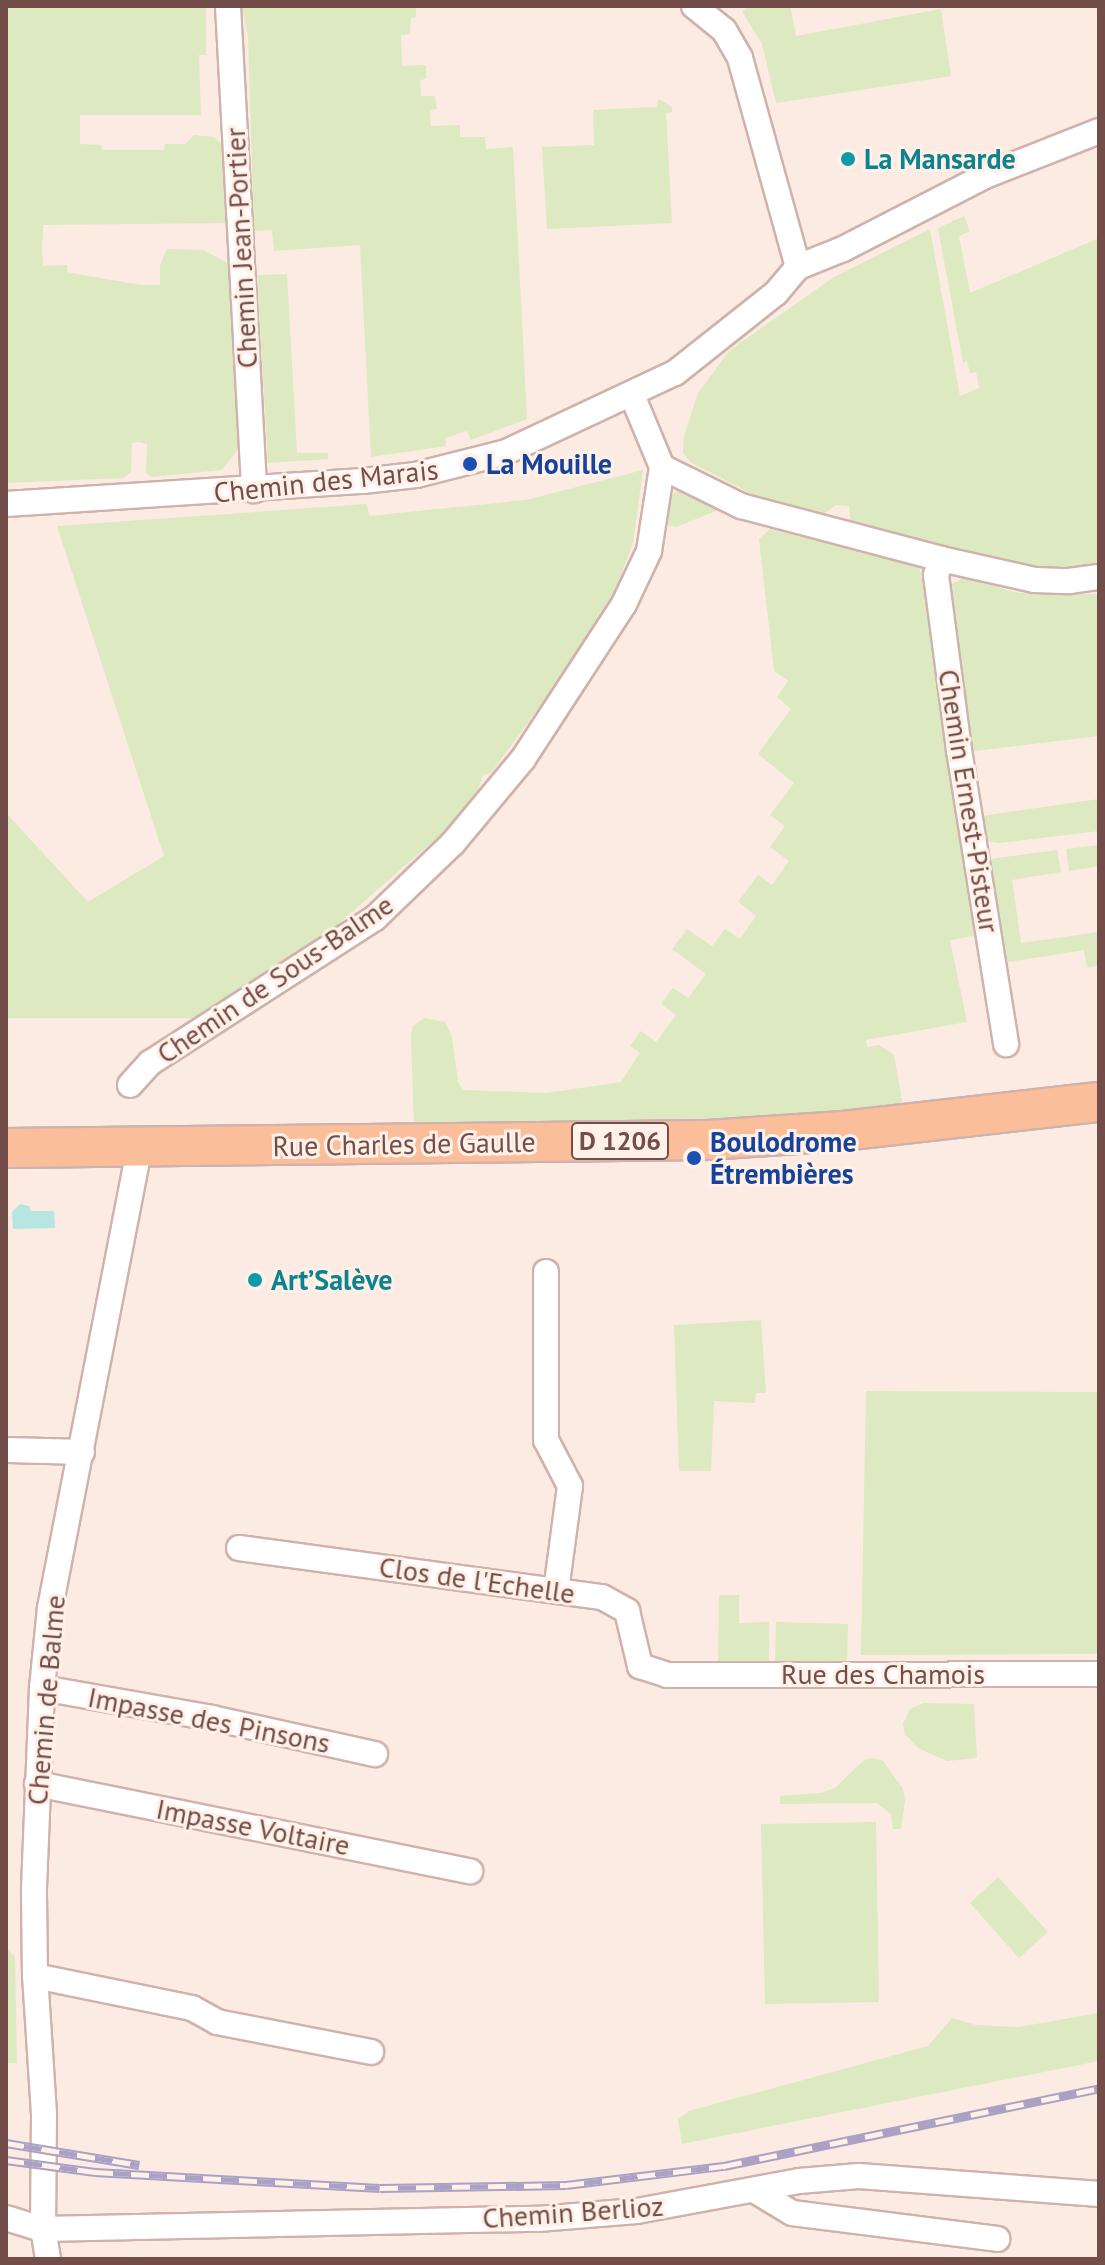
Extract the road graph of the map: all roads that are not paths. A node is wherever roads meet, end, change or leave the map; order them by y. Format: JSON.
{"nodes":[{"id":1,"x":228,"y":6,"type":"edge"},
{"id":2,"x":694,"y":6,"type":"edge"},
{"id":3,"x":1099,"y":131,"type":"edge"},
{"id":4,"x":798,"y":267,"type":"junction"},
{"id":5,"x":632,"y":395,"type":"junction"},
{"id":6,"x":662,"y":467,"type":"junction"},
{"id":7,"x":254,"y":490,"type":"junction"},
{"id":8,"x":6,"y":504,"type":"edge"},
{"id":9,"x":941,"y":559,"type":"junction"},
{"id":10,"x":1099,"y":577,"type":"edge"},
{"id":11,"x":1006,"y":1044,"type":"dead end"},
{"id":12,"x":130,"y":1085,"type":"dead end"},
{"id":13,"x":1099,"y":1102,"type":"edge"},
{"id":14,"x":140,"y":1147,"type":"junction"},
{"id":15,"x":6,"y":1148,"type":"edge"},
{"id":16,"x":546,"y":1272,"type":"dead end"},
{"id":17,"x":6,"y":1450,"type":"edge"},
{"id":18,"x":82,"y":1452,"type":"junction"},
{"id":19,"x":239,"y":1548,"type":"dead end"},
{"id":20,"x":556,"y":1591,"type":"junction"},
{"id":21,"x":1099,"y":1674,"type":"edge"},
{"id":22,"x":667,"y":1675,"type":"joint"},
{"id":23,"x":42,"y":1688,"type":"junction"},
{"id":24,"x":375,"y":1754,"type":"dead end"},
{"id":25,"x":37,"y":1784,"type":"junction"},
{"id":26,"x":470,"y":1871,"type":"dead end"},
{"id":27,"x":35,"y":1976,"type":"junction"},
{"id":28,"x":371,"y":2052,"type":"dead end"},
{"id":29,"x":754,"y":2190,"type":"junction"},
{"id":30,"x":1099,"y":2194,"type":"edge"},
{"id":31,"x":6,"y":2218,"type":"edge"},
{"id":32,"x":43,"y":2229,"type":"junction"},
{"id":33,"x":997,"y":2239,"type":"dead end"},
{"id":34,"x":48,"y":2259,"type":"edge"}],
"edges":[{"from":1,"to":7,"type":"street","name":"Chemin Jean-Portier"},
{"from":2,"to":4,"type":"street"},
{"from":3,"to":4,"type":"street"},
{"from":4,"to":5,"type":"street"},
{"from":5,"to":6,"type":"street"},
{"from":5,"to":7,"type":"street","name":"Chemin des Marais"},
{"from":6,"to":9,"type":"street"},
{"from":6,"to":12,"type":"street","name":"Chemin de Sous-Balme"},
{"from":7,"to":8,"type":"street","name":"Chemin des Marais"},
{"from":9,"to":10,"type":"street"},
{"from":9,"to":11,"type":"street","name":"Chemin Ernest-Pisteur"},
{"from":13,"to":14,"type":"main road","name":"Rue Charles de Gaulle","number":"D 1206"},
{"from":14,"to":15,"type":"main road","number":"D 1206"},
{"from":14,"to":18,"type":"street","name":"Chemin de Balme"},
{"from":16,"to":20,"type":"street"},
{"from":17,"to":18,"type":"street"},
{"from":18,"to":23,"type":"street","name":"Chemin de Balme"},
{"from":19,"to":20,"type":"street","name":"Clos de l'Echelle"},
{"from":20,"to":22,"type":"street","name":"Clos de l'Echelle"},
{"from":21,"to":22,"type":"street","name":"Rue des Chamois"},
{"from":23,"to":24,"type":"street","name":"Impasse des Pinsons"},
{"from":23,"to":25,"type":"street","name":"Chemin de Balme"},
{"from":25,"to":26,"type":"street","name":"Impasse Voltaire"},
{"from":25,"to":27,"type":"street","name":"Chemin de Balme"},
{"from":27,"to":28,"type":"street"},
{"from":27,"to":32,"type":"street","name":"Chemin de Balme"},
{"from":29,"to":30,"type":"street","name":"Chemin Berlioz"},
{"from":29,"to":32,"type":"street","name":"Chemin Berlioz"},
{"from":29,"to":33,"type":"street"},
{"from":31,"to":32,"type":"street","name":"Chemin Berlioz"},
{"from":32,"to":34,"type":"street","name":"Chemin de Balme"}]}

□ □ □ □ □ □ □

■ WHAT YOU SHOULD DO ■
Each line in the records that carries "number" must be copied out.

■ TASK ANSWER ■
{"from":13,"to":14,"type":"main road","name":"Rue Charles de Gaulle","number":"D 1206"},
{"from":14,"to":15,"type":"main road","number":"D 1206"},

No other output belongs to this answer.